Mais Jayer a beaucoup de copains, et il avait aussi répondu à une autre invitation, celle de Sim’s. Le mec intègre alors le groupe qui accompagne le rappeur en live et en studio et devient le principal artisan-compositeur des albums Dernière arme (2012) et surtout Il reste la chaleur (2014). Cette fois-ci, la mayonnaise prend sur la durée et la belle aventure se poursuit encore actuellement. Et si Jayer accompagne toujours régulièrement Sim’s en trio ou en groupe, le mec aspire de plus en plus à monter un projet solo et à défendre sa vision d’un rock mâtiné de mélodies pop.
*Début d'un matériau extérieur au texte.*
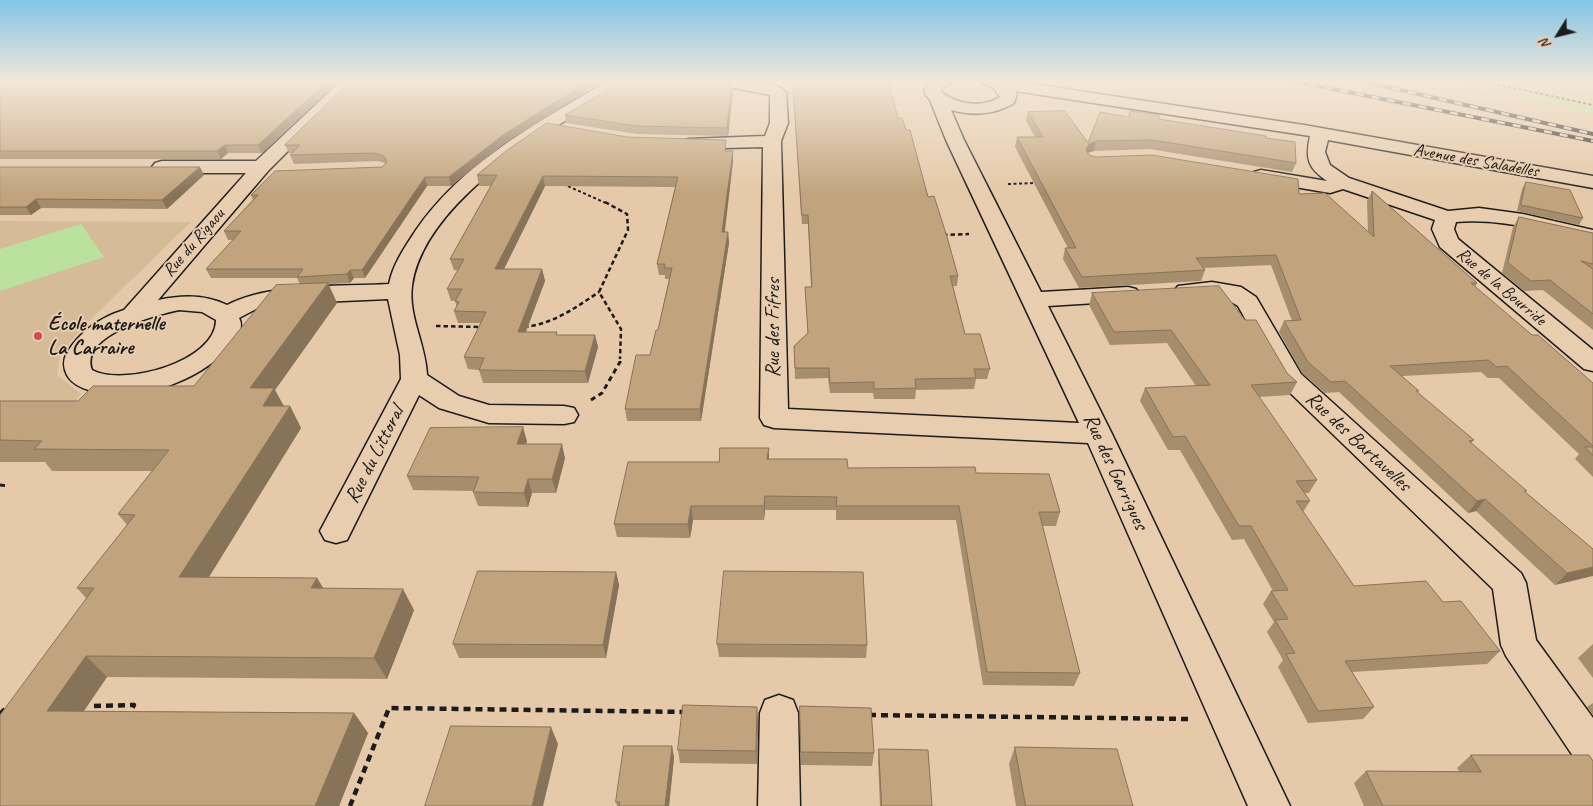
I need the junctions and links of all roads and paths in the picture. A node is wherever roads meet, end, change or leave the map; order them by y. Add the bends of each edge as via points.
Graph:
1 (311, 119) edge
2 (558, 119) edge
3 (778, 119) edge
4 (946, 119) edge
5 (975, 119) edge
6 (1224, 119) edge
7 (546, 126) junction
8 (572, 133) edge
9 (1320, 133) junction
10 (955, 140) junction
11 (772, 141) junction
12 (663, 144) edge
13 (144, 167) edge
14 (258, 170) junction
15 (284, 172) edge
16 (1244, 173) edge
17 (1045, 182) edge
18 (1342, 182) junction
19 (1593, 182) edge
20 (562, 183) edge
21 (977, 185) junction
22 (1447, 217) junction
23 (1000, 233) junction
24 (941, 235) edge
25 (1593, 236) edge
26 (400, 291) junction
27 (599, 292) junction
28 (1032, 300) junction
29 (133, 314) junction
30 (226, 315) junction
31 (403, 326) junction
32 (491, 327) edge
33 (520, 327) edge
34 (1593, 363) edge
35 (414, 379) junction
36 (564, 415) joint
37 (1098, 434) junction
38 (0, 485) edge
39 (8, 486) dead end
40 (336, 531) dead end
41 (94, 706) dead end
42 (15, 707) edge
43 (779, 713) dead end
44 (0, 714) edge
45 (125, 722) edge
46 (1593, 751) edge
47 (779, 806) edge
48 (1269, 806) edge

1 - 14 street, Rue du Rigaou
2 - 7 street
3 - 11 street
4 - 10 street, Rue des Garrigues
5 - 10 street
6 - 9 street, Avenue des Saladelles
7 - 8 street
7 - 26 street via 507,149 469,180 430,223 410,258
9 - 18 street via 1316,152 1321,168
9 - 19 street, Avenue des Saladelles
10 - 21 street, Rue des Garrigues
11 - 12 street
11 - 37 street, Rue des Fifres via 774,418
13 - 14 street
14 - 15 street
14 - 29 street, Rue du Rigaou
16 - 18 street via 1330,187
17 - 21 path
18 - 22 street
20 - 27 path via 577,193 612,204 627,214 628,230
21 - 23 street, Rue des Garrigues
22 - 25 street via 1479,214 1524,220
22 - 34 street, Rue de la Bourride via 1443,229 1448,242
23 - 24 path
23 - 28 street, Rue des Garrigues
26 - 30 street via 276,297
26 - 31 street
27 - 33 path via 555,319
27 - 36 path via 621,328 620,362 602,393
28 - 37 street, Rue des Garrigues
28 - 46 street, Rue des Bartavelles via 1212,289 1233,292 1248,302 1291,379 1509,583 1519,645
29 - 30 street via 179,303 200,303 216,307
29 - 30 street via 110,325 80,352 76,365 81,376 95,383 117,385 168,376 211,352 224,338 229,325
31 - 32 path
31 - 35 street via 412,354
35 - 36 street, Rue du Littoral via 449,402 489,414
35 - 40 street, Rue du Littoral
37 - 48 street, Rue des Garrigues
38 - 39 path
41 - 45 path via 134,705
42 - 44 path via 7,707
43 - 47 street

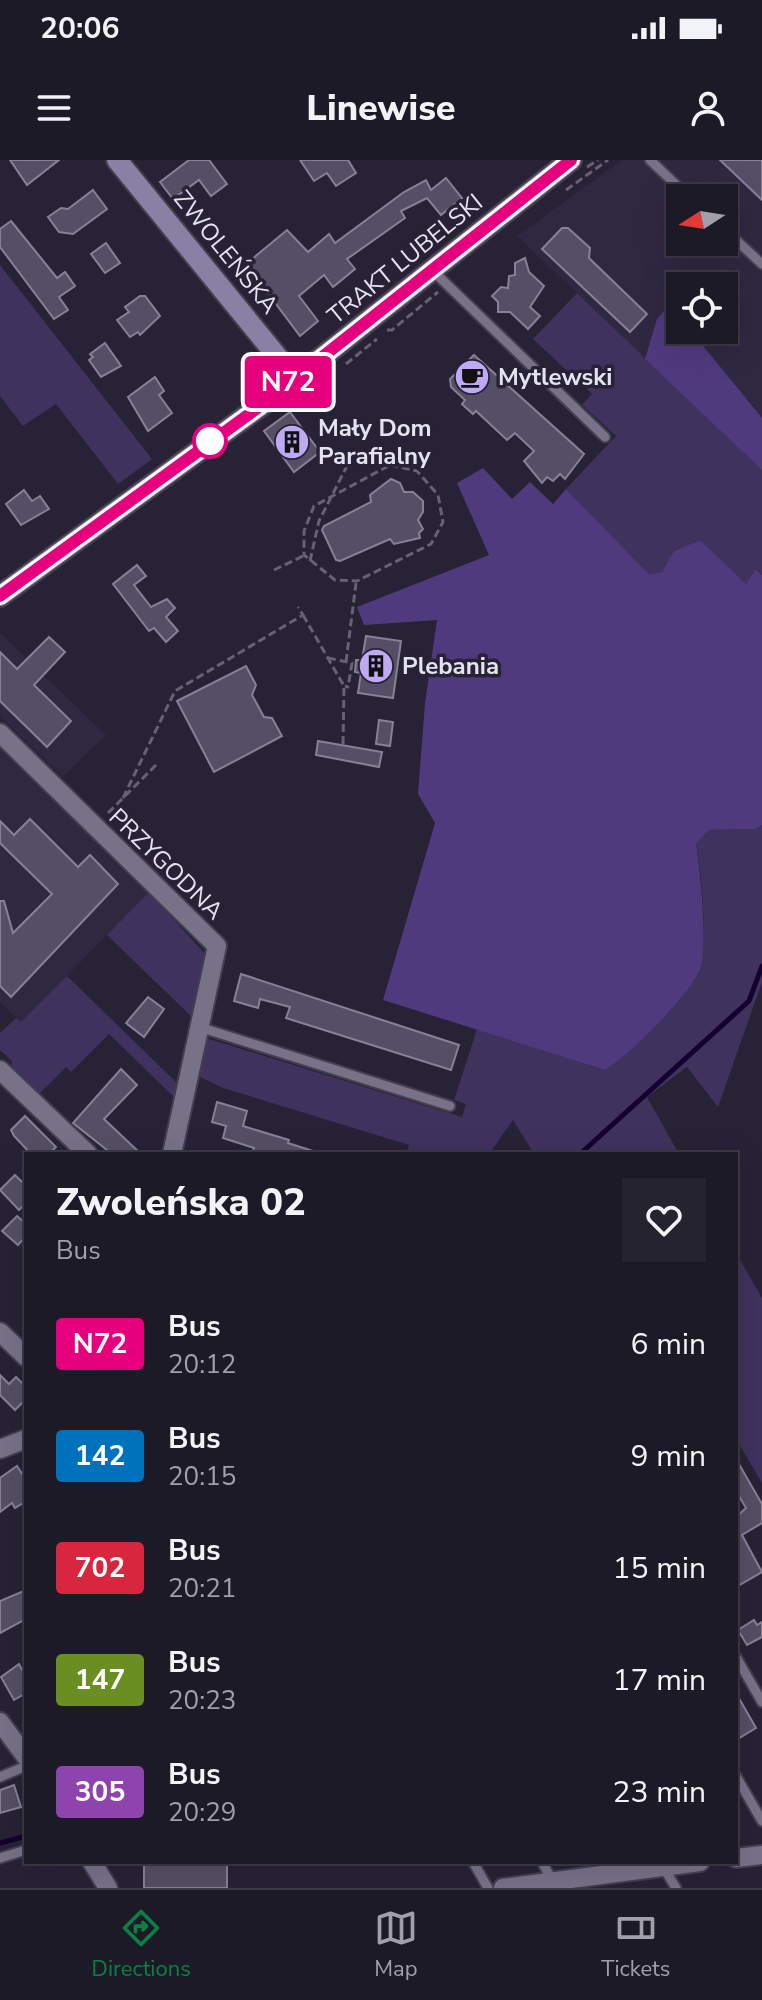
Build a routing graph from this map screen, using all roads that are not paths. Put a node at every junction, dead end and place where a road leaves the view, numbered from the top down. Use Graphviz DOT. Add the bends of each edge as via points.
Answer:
graph roads {
  1 [pos="117,160"];
  2 [pos="571,160"];
  3 [pos="650,160"];
  4 [pos="675,184"];
  5 [pos="738,242"];
  6 [pos="762,264"];
  7 [pos="432,270"];
  8 [pos="294,377"];
  9 [pos="605,437"];
  10 [pos="0,596"];
  11 [pos="0,733"];
  12 [pos="199,1027"];
  13 [pos="0,1070"];
  14 [pos="450,1106"];
  15 [pos="86,1152"];
  16 [pos="172,1152"];
  17 [pos="0,1332"];
  18 [pos="24,1355"];
  19 [pos="24,1441"];
  20 [pos="0,1449"];
  21 [pos="738,1660"];
  22 [pos="762,1702"];
  23 [pos="0,1722"];
  24 [pos="24,1754"];
  25 [pos="24,1767"];
  26 [pos="0,1777"];
  27 [pos="738,1779"];
  28 [pos="762,1821"];
  29 [pos="24,1851"];
  30 [pos="762,1855"];
  31 [pos="0,1858"];
  32 [pos="738,1858"];
  33 [pos="93,1864"];
  34 [pos="474,1864"];
  35 [pos="543,1864"];
  36 [pos="662,1864"];
  37 [pos="554,1884"];
  38 [pos="108,1888"];
  39 [pos="488,1888"];
  40 [pos="503,1888"];
  41 [pos="676,1888"];
  1 -- 8 [label="street, ZWOLEŃSKA"];
  2 -- 7 [label="street, TRAKT LUBELSKI"];
  3 -- 4 [label="lane"];
  5 -- 6 [label="lane"];
  7 -- 8 [label="street, TRAKT LUBELSKI"];
  7 -- 9 [label="lane"];
  8 -- 10 [label="street, TRAKT LUBELSKI"];
  11 -- 12 [label="street, PRZYGODNA" via="217,946"];
  12 -- 14 [label="lane"];
  12 -- 16 [label="street, PRZYGODNA"];
  13 -- 15 [label="street"];
  17 -- 18 [label="street"];
  19 -- 20 [label="street"];
  21 -- 22 [label="lane"];
  23 -- 24 [label="street"];
  25 -- 26 [label="lane"];
  27 -- 28 [label="lane"];
  29 -- 31 [label="lane"];
  30 -- 32 [label="street"];
  33 -- 38 [label="street"];
  34 -- 39 [label="lane"];
  35 -- 37 [label="lane"];
  36 -- 37 [label="street"];
  36 -- 41 [label="lane"];
  37 -- 40 [label="street"];
}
Photo Alexia Tantardini-Sutterlet

Jayer se teste dès lors en se produisant en solo guitare-chant sur plusieurs scènes de l’Arc jurassien (2015 : Hors Tribu Festival Môtiers, L’Entourloop La Chaux-de-Fonds, Théâtre du Pommier Neuchâtel en 1ère partie d’Émilie Zoé ; 2016 : Fête de la Musique Delémont ; 2017 : Hospitalières Porrentruy, notamment). Durant ces premiers concerts, les particularités et l’originalité de son univers musical sont appréciées de toutes parts. Sa voix rocailleuse reconnaissable entre toutes et son jeu de guitare virtuose issu du blues rock mais ouvrant sur des colorations diverses font mouche. Le problème, c’est que le mec n’aime pas jouer seul, et il cherchera rapidement à s’entourer d’un groupe solide pour mieux mettre en valeur sa musique dans toutes ses potentialités. Ce sera chose faite début 2017, avec la constitution de Kill The Jayer.